Alma Goatley Temple-Smith (1887 – 27 August 1969) was an English musician and composer. From 1935 to 1936, she was president of the Society of Women Musicians.

== Early life ==
Alma Goatley was born in Savoie, and raised in London, the daughter of British parents Grafton Goatley and Louisa Goatley. She won the Chappell Pianoforte Prize in 1911 at the Royal Academy of Music.

== Career ==
Goatley composed music for recital songs and as settings for poems. She also taught harmony at Redhill, and performed as a diseuse at the piano. A 1919 reviewer found her "charming, both in her singing and in her fascinating humour." In 1922, she was one of the composers featured at a concert of works by women composers in London, sharing the bill with composers including Ethel Smyth and Katharine Emily Eggar.

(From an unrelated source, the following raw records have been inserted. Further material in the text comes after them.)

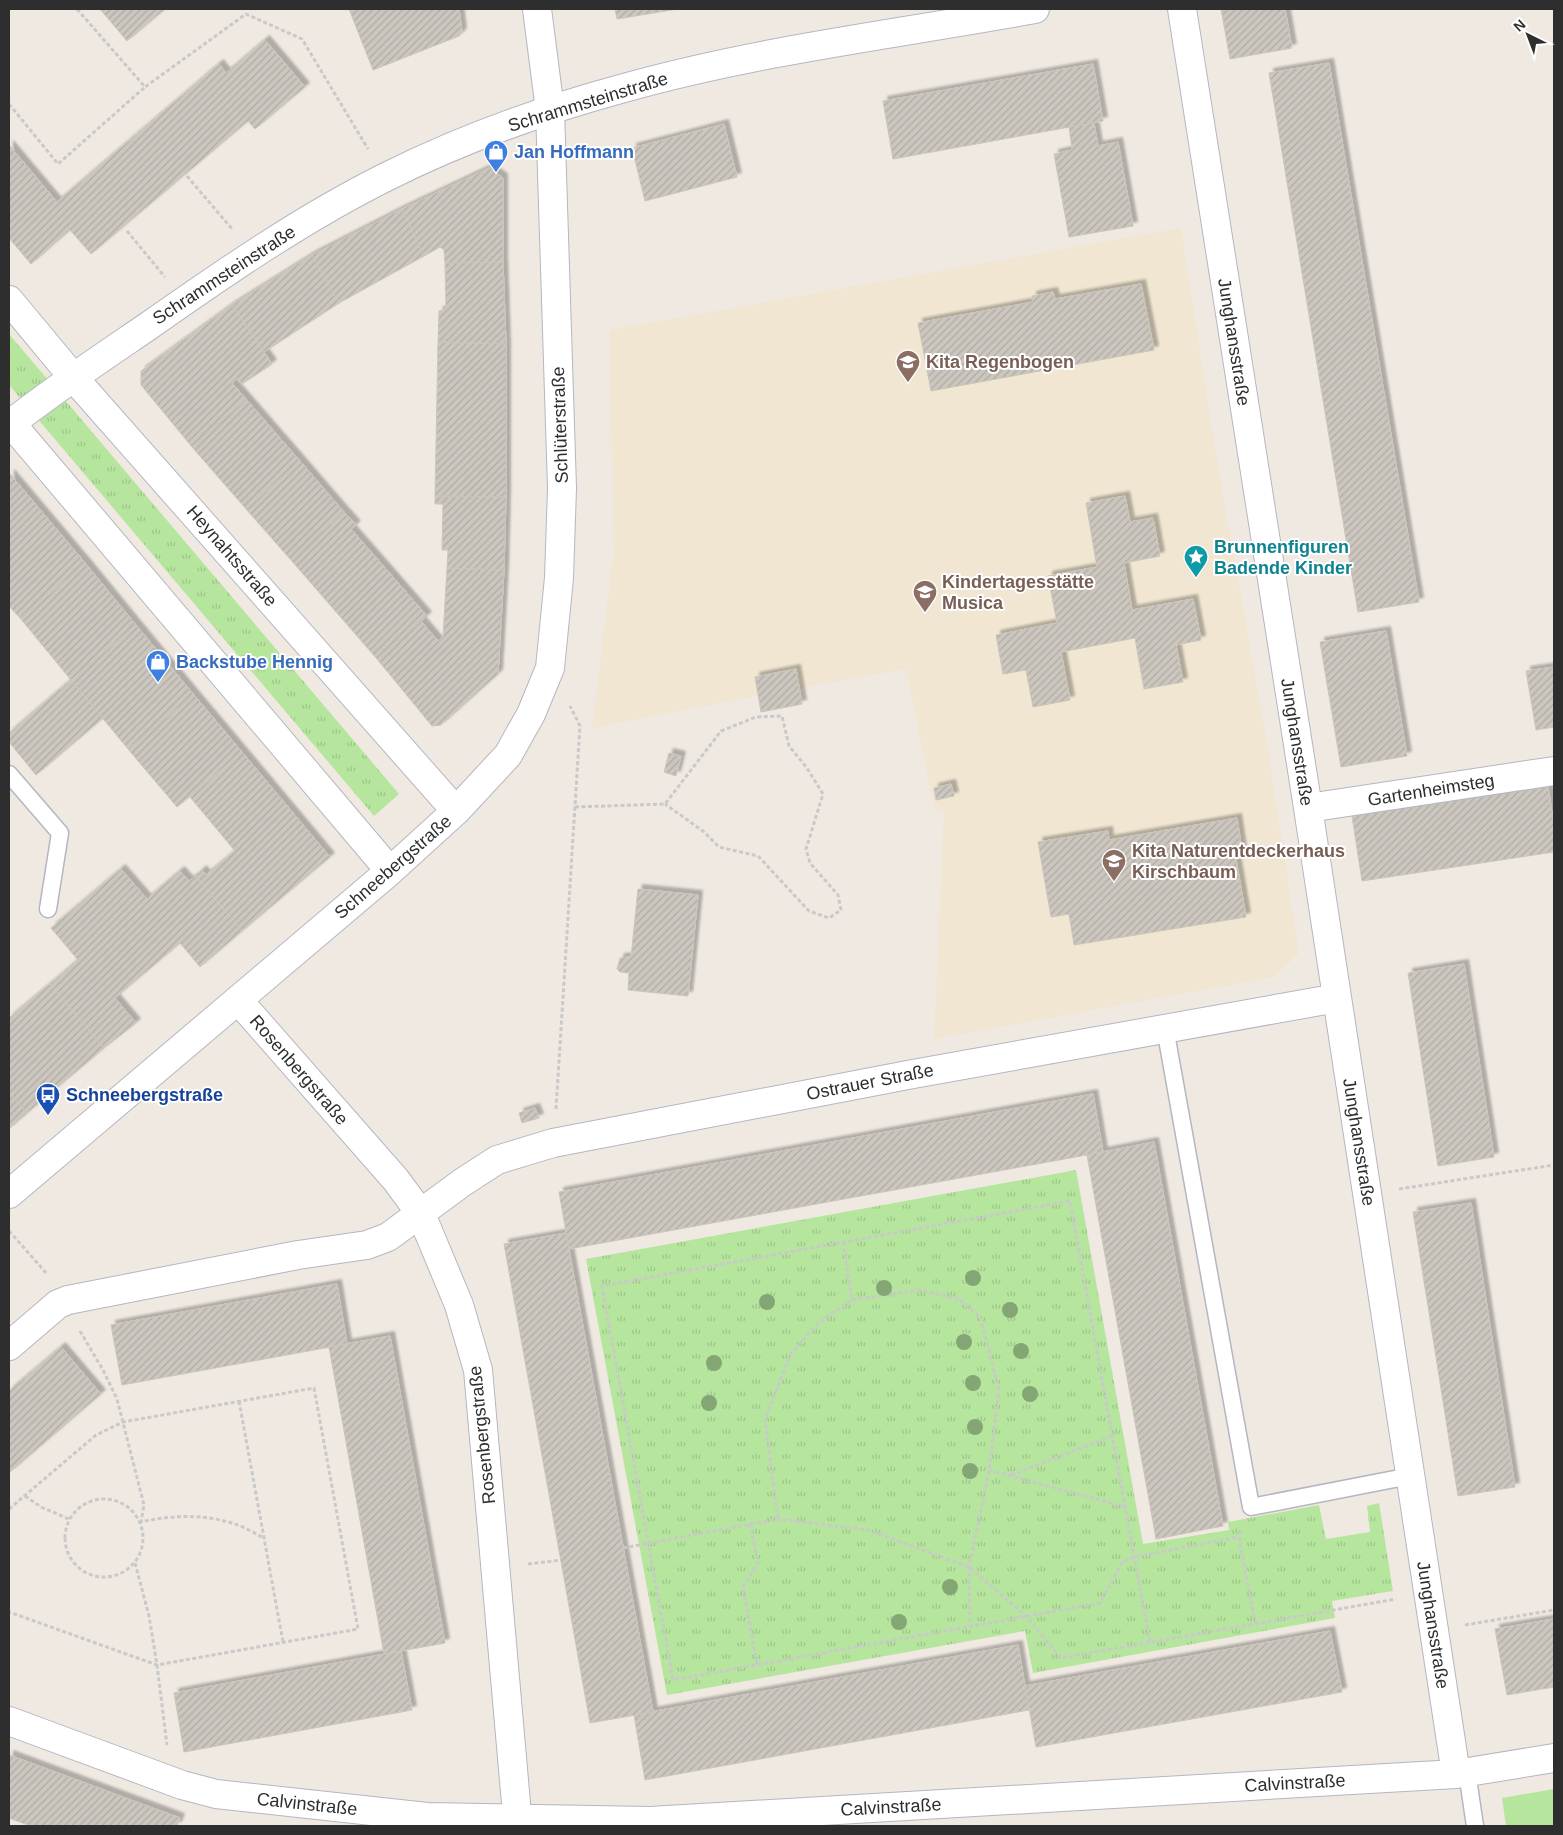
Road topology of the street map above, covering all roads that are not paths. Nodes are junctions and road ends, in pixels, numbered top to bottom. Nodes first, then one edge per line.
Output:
1 (537, 9) edge
2 (1035, 9) edge
3 (1182, 9) edge
4 (992, 13) edge
5 (550, 110) junction
6 (9, 300) edge
7 (74, 377) junction
8 (10, 423) edge
9 (1554, 771) edge
10 (9, 774) edge
11 (1308, 808) junction
12 (456, 811) junction
13 (390, 870) junction
14 (48, 909) dead end
15 (1337, 998) junction
16 (238, 1000) junction
17 (1165, 1028) junction
18 (9, 1194) edge
19 (421, 1214) junction
20 (9, 1346) edge
21 (1410, 1476) junction
22 (9, 1721) edge
23 (1554, 1758) edge
24 (1462, 1773) junction
25 (425, 1822) edge
26 (518, 1823) edge
27 (1475, 1826) edge

1 - 5 street, Schlüterstraße
2 - 4 street, Schrammsteinstraße
3 - 11 street, Junghansstraße
4 - 5 street, Schrammsteinstraße
5 - 7 street, Schrammsteinstraße
5 - 12 street, Schlüterstraße
6 - 7 street, Heynahtsstraße
7 - 8 street, Schrammsteinstraße
7 - 12 street, Heynahtsstraße
8 - 13 street
9 - 11 street, Gartenheimsteg
10 - 14 lane
11 - 15 street, Junghansstraße
12 - 13 street, Schneebergstraße
13 - 16 street, Schneebergstraße
15 - 17 street, Ostrauer Straße
15 - 21 street, Junghansstraße
16 - 18 street, Schneebergstraße
16 - 19 street, Rosenbergstraße
17 - 19 street, Ostrauer Straße
17 - 21 lane
19 - 20 street
19 - 26 street, Rosenbergstraße
21 - 24 street, Junghansstraße
22 - 25 street, Calvinstraße
23 - 24 street, Calvinstraße
24 - 26 street, Calvinstraße
24 - 27 lane
25 - 26 street, Calvinstraße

She was president of the Society of Women Musicians from 1935 to 1936, during its "jubilee" year.

== Compositions ==

- Four Nursery Rhymes (1912)
- "As I hear your dainty Footstep" (1915)
- "Now that April's there" (1917, lyrics by Robert Browning)
- "A Garden is a lovesome thing" (1917, with Thomas Edward Brown)
- "A Dream Ship" (1918, lyrics by Crosbie Garstin)
- "Hush-a-bye-low" (1918)
- "Nesting-time" (1919, with Helen Taylor)
- "The Wood Anemone" (1919, lyrics by D. Bouverie)
- Songs of Sappho: 5 Lyrics (1919, with Bliss Carman)
- "Pipe out, ye silver flutes" (1919)
- "Lovelight" (1919, lyrics by Will H. Ogilvie)
- "Futility" (1920)
- "Life" (1920, lyrics by S. D. Cox)
- "Butterfly Boats" (1920, lyrics by H. Taylor)
- "The White Birch" (1921, lyrics by Lane Northcott)
- "Sea Surge" (1921)
- "Love and Wine" (1922)
- "Can't Remember" (1922, lyrics by Herbert J. Brandon)
- "Life Anew" (1923, with Temple Keble)
- "Second Thoughts" (1924)
- "Sixpence to Spend" (1926, with Mab Davis)
- "Come, happy heart" (1929, with Dorothy Hayes)
- "Villanelle" (1929)
- Two Songs of Child Life (1929)
- "The Cherry Tree doth Bloom" (1933, lyrics by Margaret Owen)
- "When June is Come" (1935, lyrics by Robert Bridges)
- "The Little Apple Tree" (1935, lyrics by Dorothy Dickinson)
- "Love Errant" (1935, lyrics by H. Hart)
- "A walk by the river at night" (1935, lyrics by Clifford Bax)
- "Teasing Song" (1936, lyrics by Eleanor Farjeon)
- "Shall I be afraid?" (1942, lyrics by Dorothy Dickinson)

== Personal life ==
Alma Goatley married furniture designer Hamilton Temple-Smith in 1920. They had two sons; their elder son, John Grafton Temple-Smith, had a career in film. She died in 1969, in her seventies, in London.